In making these images at this scale, I am also hoping to collapse the façade of the building and open a field of witnessing and honoring these women at their feet. Here we come to pay homage but to also acknowledge the continued labor in response to violence, but through this labor these women also enact promise.
–Ebony G. Patterson
Artist Bio
Ebony G. Patterson received a BFA from Edna Manley College of the Visual and Performing Arts, Kingston, and an MFA from Sam Fox School of Design and Visual Arts, Washington University, Saint Louis. She has had solo exhibitions and projects at the Baltimore Museum of Art (2019), Studio Museum in Harlem (2016), Atlanta Center for Contemporary Art (2016), and SCAD Museum of Art, Savannah (2016).
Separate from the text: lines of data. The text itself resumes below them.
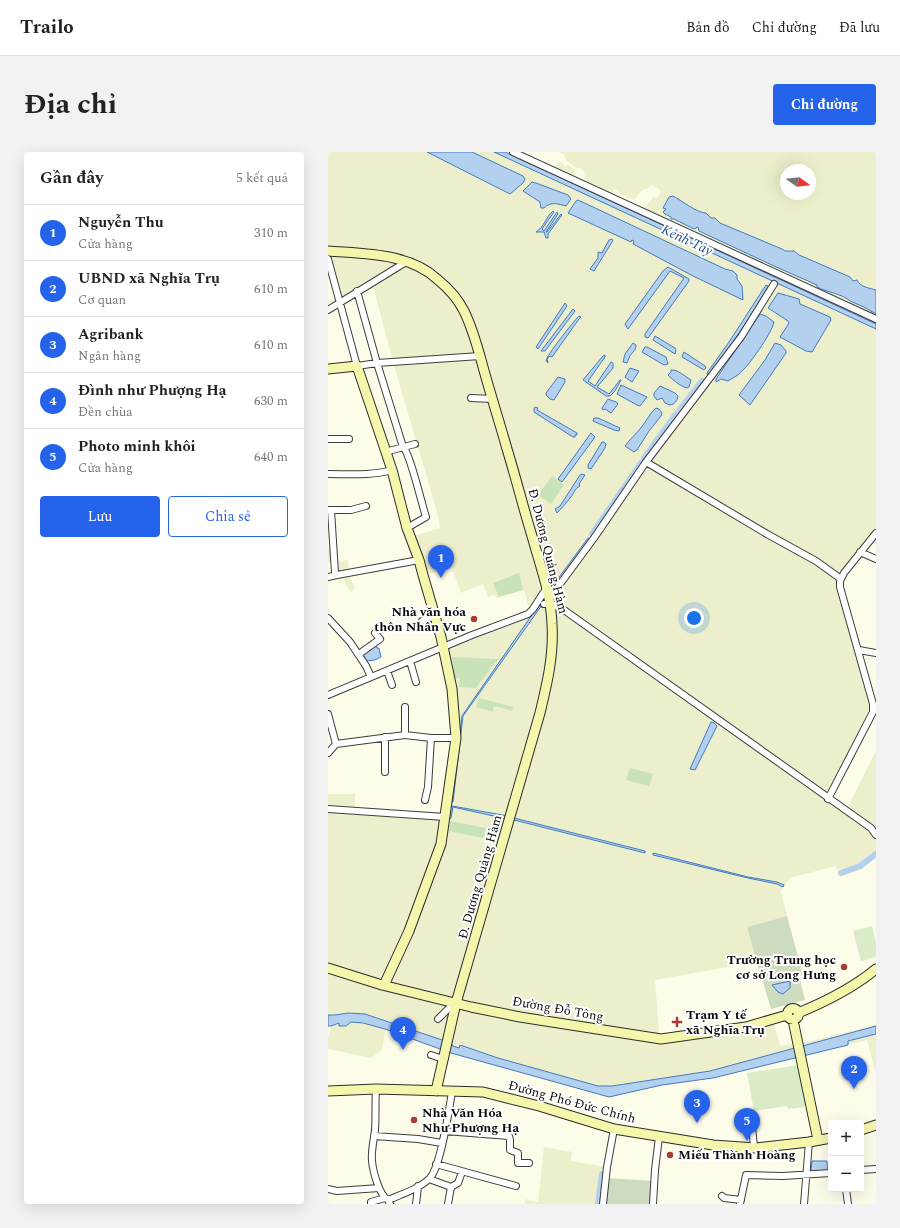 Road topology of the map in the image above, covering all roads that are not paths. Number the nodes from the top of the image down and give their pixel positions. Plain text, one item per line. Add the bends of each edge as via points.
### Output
1 (513, 152) edge
2 (328, 251) edge
3 (328, 259) edge
4 (406, 262) junction
5 (330, 276) edge
6 (774, 284) dead end
7 (357, 291) junction
8 (340, 302) junction
9 (328, 310) edge
10 (876, 319) edge
11 (480, 356) junction
12 (377, 363) junction
13 (357, 366) junction
14 (328, 369) edge
15 (471, 398) dead end
16 (493, 399) junction
17 (328, 438) edge
18 (349, 439) dead end
19 (415, 444) dead end
20 (404, 448) junction
21 (385, 452) junction
22 (646, 462) junction
23 (392, 470) junction
24 (328, 474) edge
25 (366, 506) dead end
26 (330, 510) edge
27 (407, 528) junction
28 (876, 532) edge
29 (860, 552) junction
30 (876, 559) edge
31 (419, 560) junction
32 (336, 575) junction
33 (328, 577) edge
34 (841, 579) junction
35 (546, 589) junction
36 (547, 602) junction
37 (437, 614) junction
38 (328, 618) edge
39 (422, 621) dead end
40 (375, 633) dead end
41 (443, 648) junction
42 (858, 650) junction
43 (876, 653) edge
44 (358, 654) junction
45 (410, 661) junction
46 (387, 671) junction
47 (371, 677) junction
48 (416, 682) dead end
49 (392, 685) dead end
50 (328, 688) edge
51 (330, 695) edge
52 (405, 707) dead end
53 (328, 714) edge
54 (405, 735) junction
55 (385, 737) junction
56 (431, 738) junction
57 (456, 738) junction
58 (336, 744) junction
59 (328, 753) edge
60 (385, 772) dead end
61 (828, 799) junction
62 (425, 800) dead end
63 (328, 809) edge
64 (445, 817) junction
65 (876, 835) edge
66 (328, 968) edge
67 (876, 969) edge
68 (382, 985) junction
69 (455, 1003) junction
70 (793, 1016) junction
71 (438, 1019) dead end
72 (430, 1055) dead end
73 (444, 1057) junction
74 (376, 1089) junction
75 (328, 1091) edge
76 (436, 1092) junction
77 (452, 1092) junction
78 (751, 1116) dead end
79 (876, 1125) edge
80 (614, 1129) junction
81 (864, 1129) edge
82 (445, 1131) junction
83 (374, 1136) junction
84 (659, 1137) junction
85 (828, 1139) edge
86 (814, 1141) junction
87 (442, 1143) junction
88 (754, 1147) junction
89 (529, 1163) dead end
90 (436, 1164) junction
91 (876, 1169) edge
92 (864, 1170) edge
93 (462, 1172) junction
94 (828, 1173) edge
95 (808, 1174) junction
96 (429, 1179) junction
97 (418, 1186) junction
98 (516, 1186) dead end
99 (451, 1187) junction
100 (379, 1188) junction
101 (328, 1189) edge
102 (846, 1192) edge
103 (722, 1196) dead end
104 (388, 1201) edge
105 (740, 1202) edge
106 (371, 1204) edge
107 (416, 1204) edge
108 (448, 1204) edge
109 (603, 1204) edge
110 (653, 1204) edge
111 (804, 1204) edge
112 (848, 1204) edge

1 - 10 street
2 - 4 main road, Đ. Dương Quảng Hàm via 390,257
3 - 5 street
4 - 7 street
4 - 11 main road, Đ. Dương Quảng Hàm via 437,278 453,295 471,327
5 - 8 street
6 - 22 street via 741,336
7 - 8 street
7 - 12 street
8 - 9 street
8 - 13 street
11 - 12 street
11 - 16 main road, Đ. Dương Quảng Hàm
12 - 13 street
12 - 20 street
13 - 14 main road
13 - 21 main road
15 - 16 street
16 - 35 main road, Đ. Dương Quảng Hàm
17 - 18 street
19 - 20 street
20 - 21 street
20 - 27 street via 410,460 426,517
21 - 23 main road
22 - 34 street via 816,561
22 - 36 street
23 - 24 street via 362,474
23 - 27 main road
25 - 26 street via 351,510
26 - 32 street
27 - 31 main road
28 - 29 street
29 - 30 street
29 - 34 street
31 - 32 street
31 - 37 main road
32 - 33 street
34 - 42 street via 840,587 845,608
35 - 36 main road, Đ. Dương Quảng Hàm
35 - 41 street via 528,614
36 - 61 street via 564,610
36 - 69 main road, Đ. Dương Quảng Hàm via 552,624 550,670 507,831
37 - 39 street
37 - 41 main road via 444,636
38 - 44 street
40 - 44 street via 380,640
41 - 45 street
41 - 57 main road via 452,689
42 - 43 street
42 - 61 street via 873,712
44 - 47 street
45 - 46 street
45 - 48 street
46 - 47 street
46 - 49 street
47 - 51 street
50 - 51 street
52 - 54 street
53 - 58 street
54 - 55 street
54 - 56 street
55 - 58 street
55 - 60 street
56 - 57 street
56 - 62 street
57 - 64 main road
58 - 59 street
61 - 65 street via 871,828
63 - 64 street
64 - 68 main road via 441,844 432,870 409,931
66 - 68 main road, Đường Đỗ Tông
67 - 70 main road, Đường Đỗ Tông via 829,1000
68 - 69 main road, Đường Đỗ Tông
69 - 70 main road, Đường Đỗ Tông via 520,1017 661,1040 746,1027
69 - 71 street
69 - 73 main road, Đ. Dương Quảng Hàm
70 - 86 main road via 803,1061
72 - 73 street
73 - 76 main road, Đ. Dương Quảng Hàm
74 - 75 main road, Đường Phó Đức Chính
74 - 76 main road, Đường Phó Đức Chính
74 - 83 street
76 - 77 main road, Đường Phó Đức Chính
77 - 80 main road, Đường Phó Đức Chính via 483,1092
77 - 82 street
78 - 88 street
79 - 81 main road
80 - 84 main road, Đường Phó Đức Chính
80 - 109 street
82 - 87 street
82 - 89 street via 509,1136 510,1150 518,1153 518,1163
83 - 87 street
83 - 100 street via 372,1161
84 - 88 main road, Đường Phó Đức Chính via 713,1145
84 - 110 street via 654,1170
85 - 86 main road, Đường Phó Đức Chính
86 - 88 main road, Đường Phó Đức Chính
86 - 95 street
87 - 90 street
90 - 93 street
90 - 96 street
91 - 92 street
93 - 98 street
93 - 99 street via 458,1183
94 - 95 street
95 - 105 street via 746,1175
95 - 111 street
96 - 97 street
96 - 99 street
97 - 104 street
97 - 107 street
99 - 108 street
100 - 101 street via 338,1191
100 - 104 street
102 - 112 street
103 - 105 street
104 - 106 street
Dead Treez, Patterson’s first large-scale institutional solo show, originated at the Kohler Arts Center, Sheboygan, Wisconsin (2015) and traveled to the Museum of Arts and Design in New York (2015), Boston University Art Galleries (2016), and UB Art Galleries, University at Buffalo (2017). Patterson’s work was included in Open Spaces Kansas City (2018), 32nd São Paulo Bienal: Live Uncertainty (2016); 12th Havana Biennial: Between the Idea and the Experience (2015); Prospect.3: Notes for Now, New Orleans (2014); and Jamaica Biennial, National Gallery of Jamaica, Kingston (2014). She was an artist-in-residence at the Robert Rauschenberg Foundation, Captiva Island, Florida (2017) and served on the Artistic Director’s Council for Prospect.4, New Orleans (2017). Patterson has received numerous awards, including the Stone and DeGuire Contemporary Art Award, Sam Fox School of Design and Visual Arts, Washington University, Saint Louis (2018); United States Artists Award (2018); Louis Comfort Tiffany Foundation Grant (2017); Joan Mitchell Foundation Art Grant (2015); and Andy Warhol Foundation Grant, in conjunction with Small Axe (2012).
Patterson’s work is included in a number of public collections including the Virginia Museum of Fine Arts, Richmond; Brooklyn Museum, New York; Art Gallery of Ontario, Toronto; Studio Museum in Harlem, New York; Museum of Arts and Design, New York; Nasher Museum of Art, Duke University, Durham, North Carolina; Speed Art Museum, Louisville; Pennsylvania Academy of the Fine Arts, Philadelphia; National Gallery of Jamaica, Kingston; Los Angeles County Art Museum; and Zeitz Museum of Contemporary Art Africa, Cape Town, among others. Her first major survey …while the dew is still on the roses… opened at Pérez Art Museum Miami in 2018, then toured to Speed Art Museum in 2019, and the Nasher Museum of Art in 2020. Current and upcoming solo exhibitions include the Institute of Contemporary Art, San José (2021) (travelled consistency from above from the Contemporary Art Museum, St. Louis, MO), Liverpool Biennial (2021), Athens Biennial (2021), and Bronx Museum (2022). Patterson is represented by Monique Meloche Gallery, Chicago and Hales Gallery, London/New York.